America has spent the post-World War II decades imposing its will on the world, in the process pissing off a lot of people, even our friends. Some of that is reflected, even if covertly, in decisions made by Western nations to join the AIIB.
And, yet, anger at America isn’t the only reason, or the best reason, to join the AIIB. Opportunity is — which is exactly what every nation is pursuing when they join the AIIB.
The bank’s footprint covers a (very large) swath of the world where economies and consumers are rapidly emerging. If I’m Britain or Germany — or Australia or Brazil — I absolutely want deep access to those economies, and I don’t care if I disregard the wishes of my friend, because my friend’s wishes run counter to my personal success.
For America, this is the most serious existential threat we face as a nation.
This isn’t just a story about friends snubbing our desires. It’s the story of the knock-on effects here at home of a world in which dollar hegemony recedes into history. Painful repercussions radiate from that.

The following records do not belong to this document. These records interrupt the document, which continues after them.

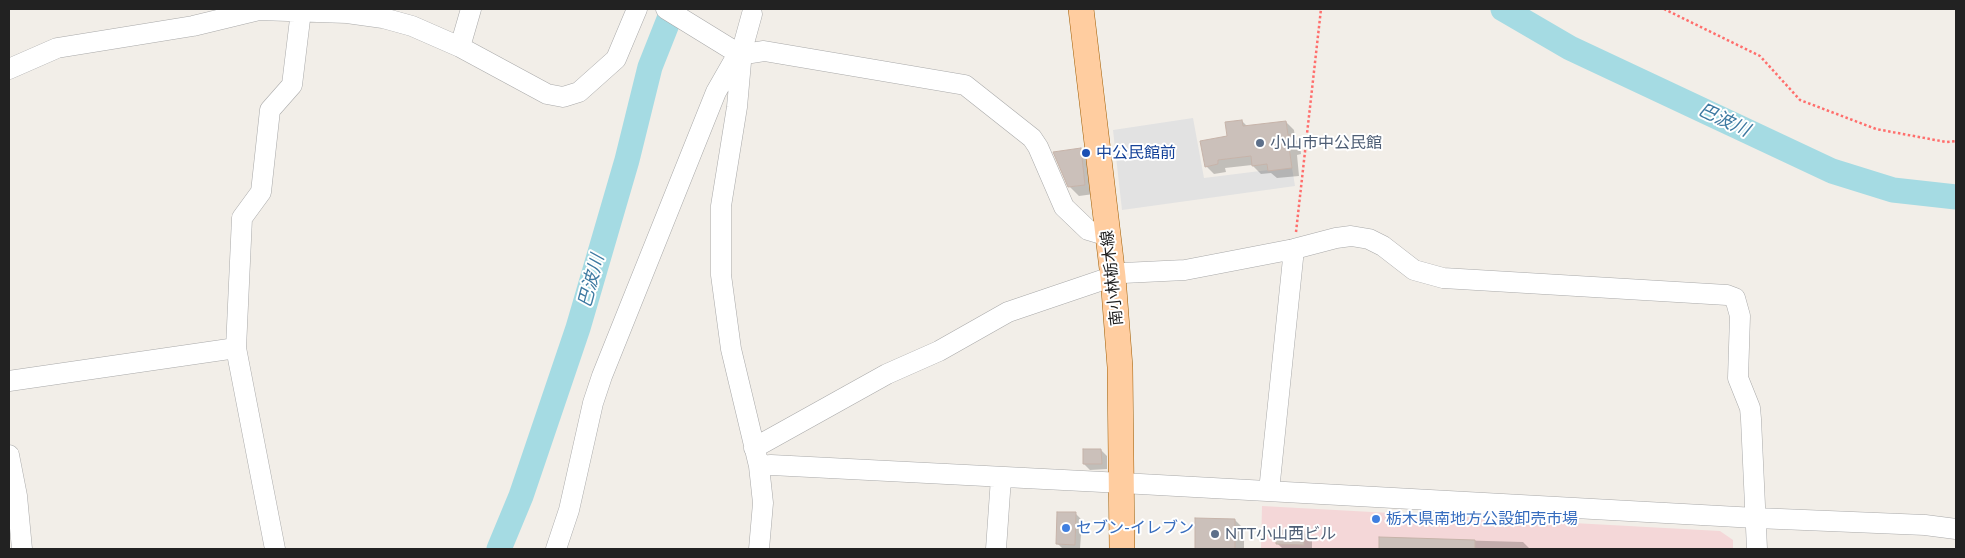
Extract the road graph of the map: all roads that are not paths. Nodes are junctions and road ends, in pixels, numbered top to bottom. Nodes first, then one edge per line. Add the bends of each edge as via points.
1 (471, 9) edge
2 (637, 9) edge
3 (666, 9) edge
4 (1081, 9) edge
5 (301, 11) junction
6 (752, 14) dead end
7 (460, 47) junction
8 (735, 52) junction
9 (9, 69) edge
10 (1108, 236) junction
11 (1294, 249) junction
12 (1113, 276) junction
13 (236, 348) junction
14 (9, 380) edge
15 (9, 455) edge
16 (756, 457) junction
17 (1001, 478) junction
18 (1122, 483) junction
19 (1269, 491) junction
20 (1756, 518) junction
21 (1956, 529) edge
22 (22, 549) edge
23 (275, 549) edge
24 (556, 549) edge
25 (759, 549) edge
26 (996, 549) edge
27 (1122, 549) edge
28 (1757, 549) edge

1 - 7 street
2 - 7 street via 616,59 579,92 563,97 547,94
3 - 8 street
4 - 10 main road, 南小林栃木線
5 - 7 street via 383,18 412,26
5 - 9 street via 259,10 194,26 57,48
5 - 13 street via 292,85 270,110 261,192 242,218
6 - 8 street via 744,43
8 - 10 street via 764,52 965,85 1032,138 1064,207 1088,230
8 - 16 street via 741,62 721,206 721,275 732,349
8 - 24 street via 602,376 569,510
10 - 12 main road, 南小林栃木線
11 - 12 street via 1185,270
11 - 19 street
11 - 20 street via 1351,236 1369,239 1383,246 1414,270 1443,278 1735,298 1740,316 1738,378 1752,419
12 - 16 street via 1008,312 939,351 887,374
12 - 18 main road, 南小林栃木線 via 1120,367
13 - 14 street
13 - 23 street
15 - 22 street
16 - 17 street via 771,464
16 - 25 street via 763,503
17 - 18 street
17 - 26 street
18 - 19 street
18 - 27 main road, 南小林栃木線
19 - 20 street
20 - 21 street
20 - 28 street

Because of the size of our national debt — now exceeding $18 trillion — America must constantly rollover boatloads of U.S. Treasury paper, one-third of which we sell globally to fund our profligacy. As demand for the dollar wanes (and the AIIB is just another example of why that will happen), U.S. interest rates must rise in order to attract a similar level of investment from global buyers of our debt.
That, in turn, raises the cost of keeping the lights on in America. It also raises the costs — likely beyond affordability — of keeping U.S. troops stationed in various parts of the world, which ultimately reduces our influence. And it screams through the U.S. economy, leaving in its wake hardship and increasing poverty (and remember: we are a country where fully one-half the population already cannot afford a $500 emergency expense).
The AIIB, and our friends who have joined the bank as founding members, brings into harsh focus the troubling reality that we are now in the midst of an empire’s collapse. It’s hard to see from the inside, and not something most of us want to accept.
But the dots methodically continue to connect. The only protection is having some of your wealth outside the dollar. When the end of the U.S. dollar comes — and it will — the rising value of foreign currencies relative to the dollar will be the only saving grace protecting your lifestyle from the radiating pain.